[Data entries]

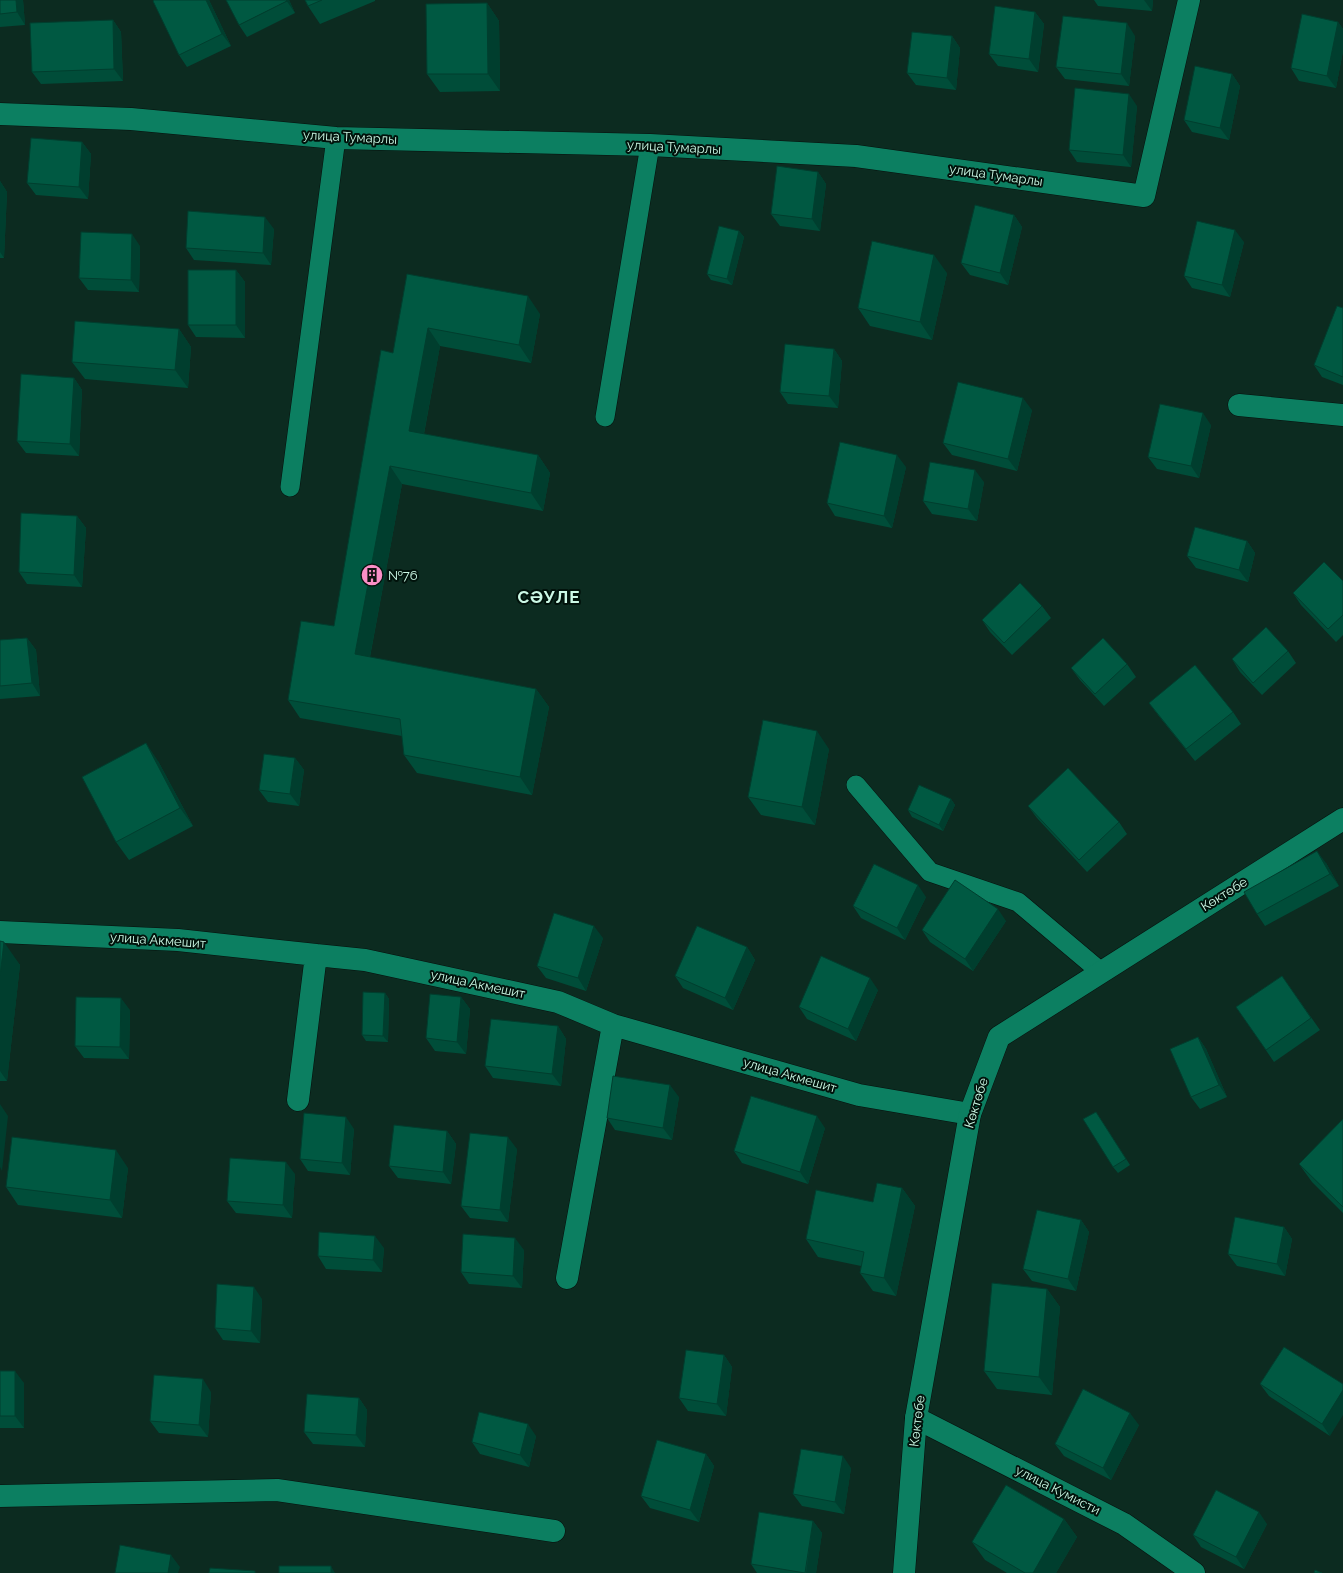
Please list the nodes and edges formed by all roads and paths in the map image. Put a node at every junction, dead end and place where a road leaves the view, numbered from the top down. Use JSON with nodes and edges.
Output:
{"nodes":[{"id":1,"x":1189,"y":0,"type":"edge"},
{"id":2,"x":0,"y":114,"type":"edge"},
{"id":3,"x":336,"y":138,"type":"junction"},
{"id":4,"x":650,"y":145,"type":"junction"},
{"id":5,"x":1239,"y":405,"type":"dead end"},
{"id":6,"x":1343,"y":415,"type":"edge"},
{"id":7,"x":605,"y":417,"type":"dead end"},
{"id":8,"x":290,"y":487,"type":"dead end"},
{"id":9,"x":856,"y":785,"type":"dead end"},
{"id":10,"x":1343,"y":819,"type":"edge"},
{"id":11,"x":0,"y":932,"type":"edge"},
{"id":12,"x":316,"y":955,"type":"junction"},
{"id":13,"x":1101,"y":972,"type":"junction"},
{"id":14,"x":612,"y":1025,"type":"junction"},
{"id":15,"x":298,"y":1100,"type":"dead end"},
{"id":16,"x":970,"y":1114,"type":"junction"},
{"id":17,"x":567,"y":1278,"type":"dead end"},
{"id":18,"x":916,"y":1418,"type":"junction"},
{"id":19,"x":0,"y":1496,"type":"edge"},
{"id":20,"x":554,"y":1531,"type":"dead end"},
{"id":21,"x":904,"y":1573,"type":"edge"},
{"id":22,"x":1194,"y":1573,"type":"edge"}],
"edges":[{"from":1,"to":4,"type":"street","name":"улица Тумарлы"},
{"from":2,"to":3,"type":"street","name":"улица Тумарлы"},
{"from":3,"to":4,"type":"street","name":"улица Тумарлы"},
{"from":3,"to":8,"type":"lane"},
{"from":4,"to":7,"type":"lane"},
{"from":5,"to":6,"type":"street"},
{"from":9,"to":13,"type":"lane"},
{"from":10,"to":13,"type":"street","name":"Көктөбе"},
{"from":11,"to":12,"type":"street","name":"улица Акмешит"},
{"from":12,"to":14,"type":"street","name":"улица Акмешит"},
{"from":12,"to":15,"type":"street"},
{"from":13,"to":16,"type":"street","name":"Көктөбе"},
{"from":14,"to":16,"type":"street","name":"улица Акмешит"},
{"from":14,"to":17,"type":"street"},
{"from":16,"to":18,"type":"street","name":"Көктөбе"},
{"from":18,"to":21,"type":"street","name":"Көктөбе"},
{"from":18,"to":22,"type":"street","name":"улица Кумисти"},
{"from":19,"to":20,"type":"street"}]}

## Your goal
Gather up, from the records above, each line where the word "Акмешит" appears.

## Response to the exercise
{"from":11,"to":12,"type":"street","name":"улица Акмешит"},
{"from":12,"to":14,"type":"street","name":"улица Акмешит"},
{"from":14,"to":16,"type":"street","name":"улица Акмешит"},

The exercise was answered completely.